Acute Kidney Injury
Definition
- Increase in the serum creatinine concentration from baseline (>26 mmol/L within 48 hours)
- Percentage serum creatinine increase >50%
- Oliguria of less than 0.5 mL/kg per hour for more than six hours (or <500mL/day for an adult). Normal UOP is approximately 1mL/kg/hour = 1500mL/day for a 60kg adult.
History
- Consider these things for all patients. Remember, kidney injury in the hospital is often tied into another problem (infection, heart failure, medications).
- decreased or no urine output, flank pain, edema, hypertension, or discolored urine? Hesistancy, frequency?
- weakness and easy fatiguability (from anemia), anorexia, vomiting, diarrhea, mental status changes or seizures, and edema?
- fever, cough, dysuria? Bleeding (i.e. melena, blood per rectum)?*new/changed doses in medications?
- Does the patient have medical problems that pre-dispose to CKD (i.e. HIV, diabetes, HTN)
Exam
- Vital signs (including orthostatics), CVA tenderness, Prostate exam
Investigations
- Urinalysis, including microscopic analysis of centrifuged sediment to look for cells.
- BUN and creatinine. Calculated FENa if urine electrolytes available.
- Electrolytes if available
- Abdominal ultrasound (rule out obstruction, assess size and echotexture of kidneys).
- Monitor urine output (UOP). Strongly consider catheterization, especially in setting of enlarged prostate or full bladder on exam. Etiologies U/A, sediment, Indices
Etiologies
- Prerenal*
- Hypovolemia (bleeding, diarrhea)
- Systemic vasodilation (infection)
- Decreased cardiac output (heart failure)
- Renal vasoconstriction (ACEI, NSAIDS, cirrhosis)
- Large vessel (thrombosis, embolism, dissection)
2 Intrinsic
- Acute Tubular Necrosis (ATN)*
- Ischemia: prolonged pre-renal
- Toxins: drugs (aminoglycosides), pigments (rhabdo), protein
- Acute Interstital Nephritis
- Allerigc: sulfa, b-lactams, NSAIDs, traditional meds
- Infection: pyelonephritis
- Infiltrative: sarcoid, lymphoma, leukemia
- Renovascular (small vessel)
- Glomerulonephritis*
3 Post RENAL
- Bladder neck: BPH, prostate CA, schisto*
- Ureteral: malignancy, LAD, nephrolithiasis
- Tubular: precipitation of crystal
Treatment Options
- Consider fluid boluses if you think the patient is dehydrated and has prerenal AKI.

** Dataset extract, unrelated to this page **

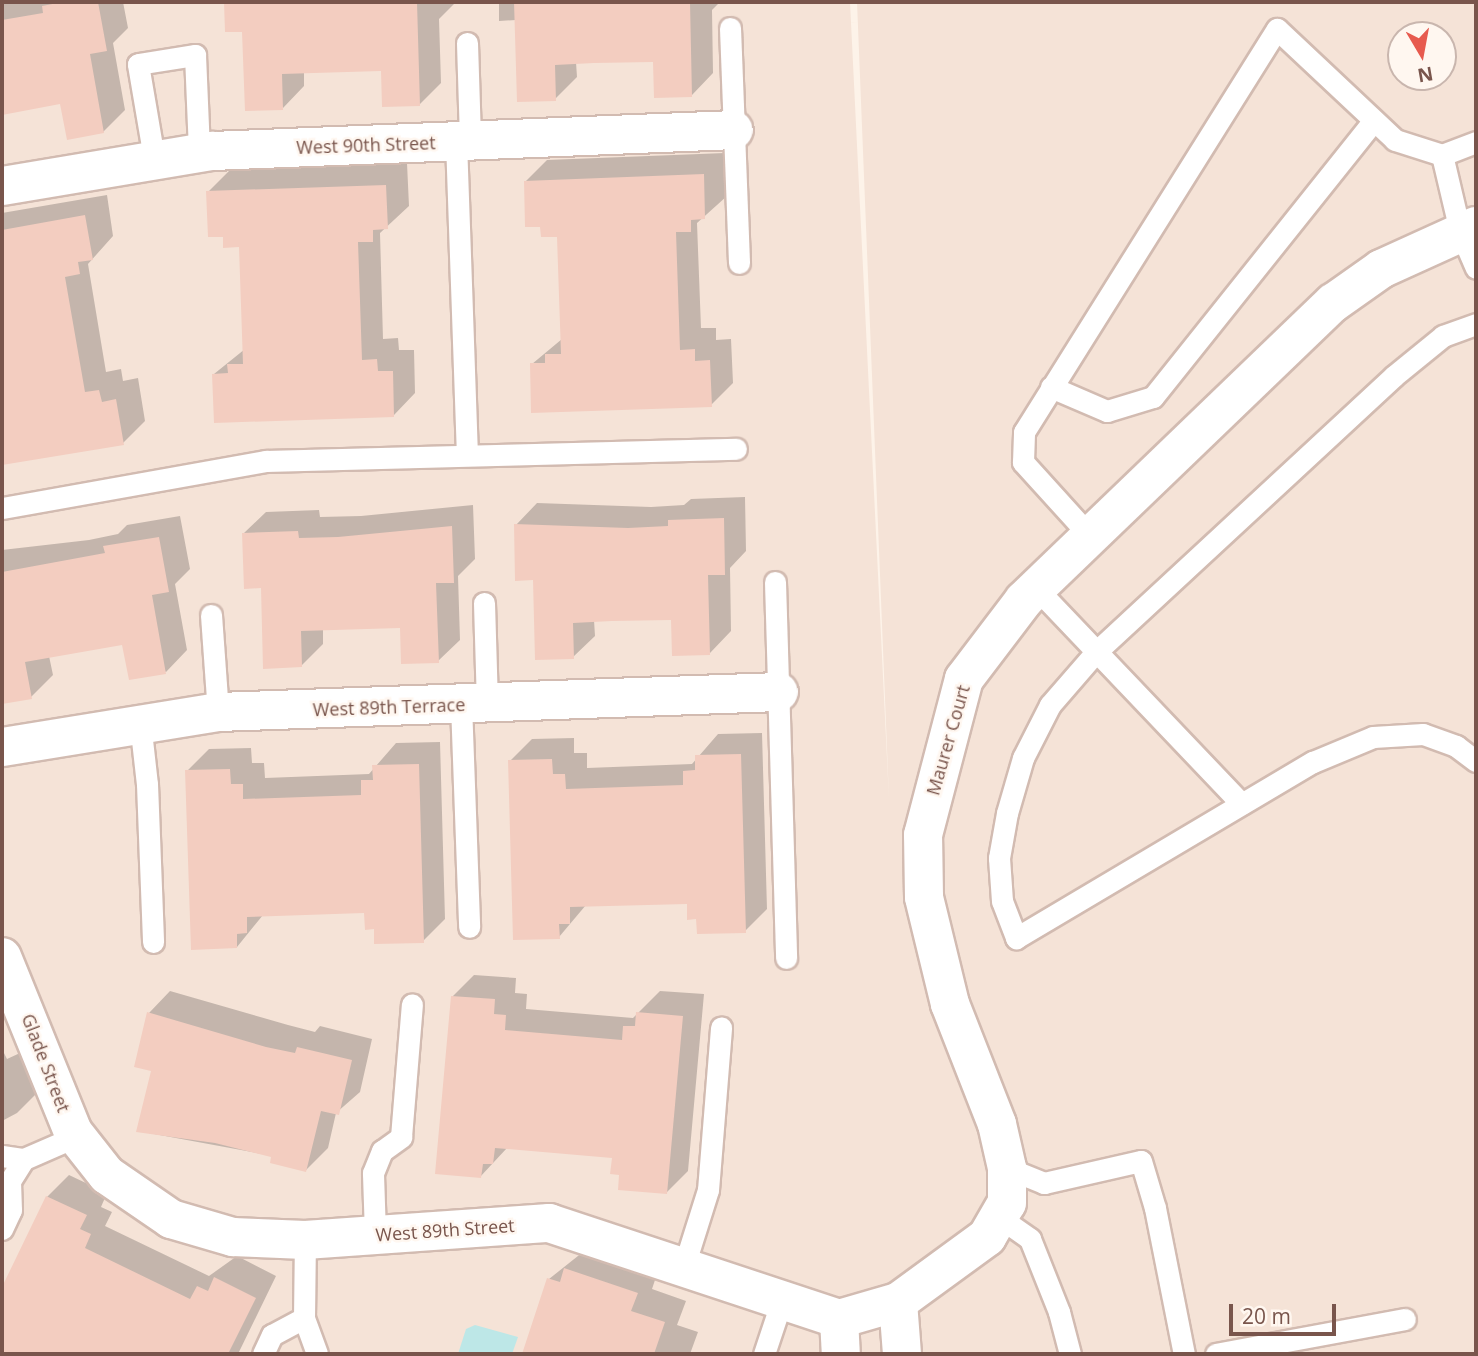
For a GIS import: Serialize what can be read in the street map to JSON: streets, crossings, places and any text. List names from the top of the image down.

- Goal UOP to at least 100mL/hour (but listen to lungs to assess for fluid overload)
- If patient is bleeding, check PT/INR; consider blood transfusion.
- Monitor for uremia (i.e. mental status changes, vomiting), and electrolyte drerangement
- Stop all nephrotoxic agents, such as NSAIDs or aminoglycosides, and adjust meds to GFR.
Indications for urgent dialysis:
- Acid-base disturbance (academia)
- Electrolyte disorder (usually hyperkalemia)
- Intoxication (methanol, ethylene glycol, lithium, salicylates)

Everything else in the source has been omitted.